The president of Portugal, officially the president of the Portuguese Republic, (Note: Presidente da República Portuguesa, /pt/) is the head of state and highest office of Portugal.

The powers, functions and duties of prior presidential offices, and their relation with the prime minister and cabinets have over time differed with the various Portuguese constitutions. Currently, in the Third Republic, a semi-presidential system, the president holds no direct executive power, unlike his counterparts in the United States and France. However, even though he is in general a ceremonial figure, he holds some powers less-commonly found in parliamentary systems: one of his most significant responsibilities is the promulgation of all laws enacted by the Assembly of the Republic (parliament) or the Government (an act without which such laws have no legal validity), with an alternative option to veto them (although this veto can be overcome in the case of laws approved by Parliament) or send them to the Constitutional Court for appreciation of whether they violate the Constitution. This and other abilities imply that the president of Portugal does not fit clearly into either of the three traditional powers – legislative, executive and judicial – acting instead as a sort of "moderating power" among the traditional three.

The current president of Portugal is António José Seguro, who took office on 9 March 2026.

== Role ==
The Portuguese Third Republic is a semi-presidential system. Despite being a rather ceremonial figure, unlike most European presidents, who are largely ceremonial figures, the Portuguese president is vested with more extensive powers. Although the prime minister and parliament oversee and direct much of Portugal's actual governmental affairs, the president wields significant influence and authority, especially in the fields of national security and foreign policy, however, always on the advice of the Government and the approval of Parliament. The president is the supreme commander of the armed forces, holds the nation's most senior office, and outranks all other politicians.
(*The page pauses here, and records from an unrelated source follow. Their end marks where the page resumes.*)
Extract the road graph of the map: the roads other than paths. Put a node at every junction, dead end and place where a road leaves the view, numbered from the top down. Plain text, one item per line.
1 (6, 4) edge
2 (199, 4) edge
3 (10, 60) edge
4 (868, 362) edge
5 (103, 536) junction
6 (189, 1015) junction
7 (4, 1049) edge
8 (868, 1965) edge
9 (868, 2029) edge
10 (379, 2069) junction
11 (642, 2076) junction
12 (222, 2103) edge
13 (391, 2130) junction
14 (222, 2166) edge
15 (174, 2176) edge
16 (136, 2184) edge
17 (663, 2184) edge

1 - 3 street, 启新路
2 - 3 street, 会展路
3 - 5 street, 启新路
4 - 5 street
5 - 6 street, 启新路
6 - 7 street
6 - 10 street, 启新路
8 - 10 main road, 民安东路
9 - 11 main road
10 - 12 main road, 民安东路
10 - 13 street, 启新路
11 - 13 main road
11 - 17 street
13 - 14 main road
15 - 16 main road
Prior to the Carnation Revolution, the powers of the presidency varied widely; some presidents were virtual dictators (such as Pais, and Carmona in his early years), while others were little more than figureheads (such as Carmona in his later years, Craveiro Lopes, and Américo Tomás). During the Estado Novo, the president was nominally vested with near-dictatorial powers, but in practice supreme power was held by the president of the Council of Ministers (António de Oliveira Salazar and Marcelo Caetano).
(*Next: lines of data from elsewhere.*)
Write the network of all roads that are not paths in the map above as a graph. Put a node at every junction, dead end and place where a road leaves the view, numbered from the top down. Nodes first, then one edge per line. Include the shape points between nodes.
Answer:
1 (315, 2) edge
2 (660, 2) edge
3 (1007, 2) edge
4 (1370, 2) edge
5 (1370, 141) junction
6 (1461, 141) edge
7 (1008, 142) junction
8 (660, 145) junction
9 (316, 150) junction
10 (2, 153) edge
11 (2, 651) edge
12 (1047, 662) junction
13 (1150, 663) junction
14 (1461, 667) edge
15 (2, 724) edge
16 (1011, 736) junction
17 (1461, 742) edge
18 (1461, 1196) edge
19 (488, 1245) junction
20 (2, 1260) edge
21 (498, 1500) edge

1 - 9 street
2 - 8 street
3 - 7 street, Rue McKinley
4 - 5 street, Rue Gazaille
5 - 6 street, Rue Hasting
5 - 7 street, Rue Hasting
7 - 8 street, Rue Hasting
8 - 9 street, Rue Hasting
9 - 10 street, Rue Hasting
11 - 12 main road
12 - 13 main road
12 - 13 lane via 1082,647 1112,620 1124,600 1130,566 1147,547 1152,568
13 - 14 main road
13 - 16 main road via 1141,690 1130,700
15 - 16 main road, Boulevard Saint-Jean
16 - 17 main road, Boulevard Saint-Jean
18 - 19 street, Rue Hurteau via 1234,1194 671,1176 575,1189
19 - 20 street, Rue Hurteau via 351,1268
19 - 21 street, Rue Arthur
===Government nomination===
The president's greatest power is their ability to appoint the prime minister. However, since the Assembly of the Republic has the sole power to dismiss the prime minister's government, the prime minister named by the president must have the confidence of a majority of representatives in the assembly, otherwise the prime minister may face a motion of no confidence. The president has the discretionary power to dissolve parliament when he/she sees fit (colloquially known as the "atomic bomb" in Portugal), and President Jorge Sampaio made use of this prerogative in late 2004 to remove the controversial government of Pedro Santana Lopes, despite the absolute majority of deputies supporting the government.

===Armed Forces===
In 2003, President Sampaio also intervened to limit the Portuguese participation in the Iraq War - as Supreme Commander of the Armed Forces he forbade the deployment of the Portuguese Army in a war that he personally disagreed with, clashing with the then–prime minister José Manuel Barroso. Because of this, the Government eventually deployed 128 members of the National Republican Guard (GNR) to Iraq from 2003 to 2005, this being possible because the GNR, despite being a military force, was not part of the Armed Forces.

== Powers ==
The constitution grants the following powers to the president:

- The president of the republic exercises the functions of Supreme Commander of the Armed Forces and Grand Master of the Three Orders, and appoints and dismisses, on a proposal from the Government, the chief of the General Staff of the Armed Forces and the heads of General Staff of the three branches of the Armed Forces.
- The president of the republic can dissolve the Assembly of the Republic, which implies the need to call new legislative elections and, after these have been held, the resignation of the Government.
- The president of the republic appoints the prime minister taking into account the electoral results and appoints the remaining members of the Government on the proposal of the prime minister. The president can, on the other hand, dismiss the Government when this becomes necessary to ensure the regular functioning of democratic institutions.
- The governing bodies of the autonomous regions may be dissolved by the president of the republic, for carrying out serious acts contrary to the Constitution.
- The president of the republic declares the state of siege and emergency, after hearing the Government and under authorization from the Assembly of the Republic.
- Upon a proposal from the Government and with authorization from the Assembly of the Republic, the president of the republic may declare war in the event of effective or imminent aggression and make peace.
- The president of the republic promulgates or signs and, consequently, can veto the promulgation or signature of laws, decree-laws, regulatory decrees and other Government decrees.
- In the domain of his competences in international relations, the president of the republic ratifies international treaties.
- The president of the republic decides on the convening of the referendum whose holding is proposed by the Assembly of the Republic.
- The president of the republic may request the Constitutional Court to pre-empt the constitutionality of norms contained in international conventions or decrees that have been sent to him for promulgation as an organic law, law or decree-law.
- The president of the republic appoints and exonerates, in some cases on a proposal from the Government, holders of important state bodies such as the representatives of the Republic for the autonomous regions, the president of the Court of Auditors and the attorney general of the republic, five members of the Council of State and two members of the Superior Council of the Judiciary.
- The president of the Republic appoints the ambassadors and extraordinary envoys, on a proposal from the Government, and accredits the foreign diplomatic representatives.
- The president of the republic, after hearing the Government, pardons and commutes sentences.

== Election ==
Under the Portuguese Constitution adopted in 1976, in the wake of the 1974 Carnation Revolution, the president is elected to a five-year term. In order to be eligible, any citizen has to be of Portuguese origin and above 35 years old. He may be reelected any number of times, but not more than twice in a row. The official residence of the Portuguese president is the Belém Palace in Lisbon.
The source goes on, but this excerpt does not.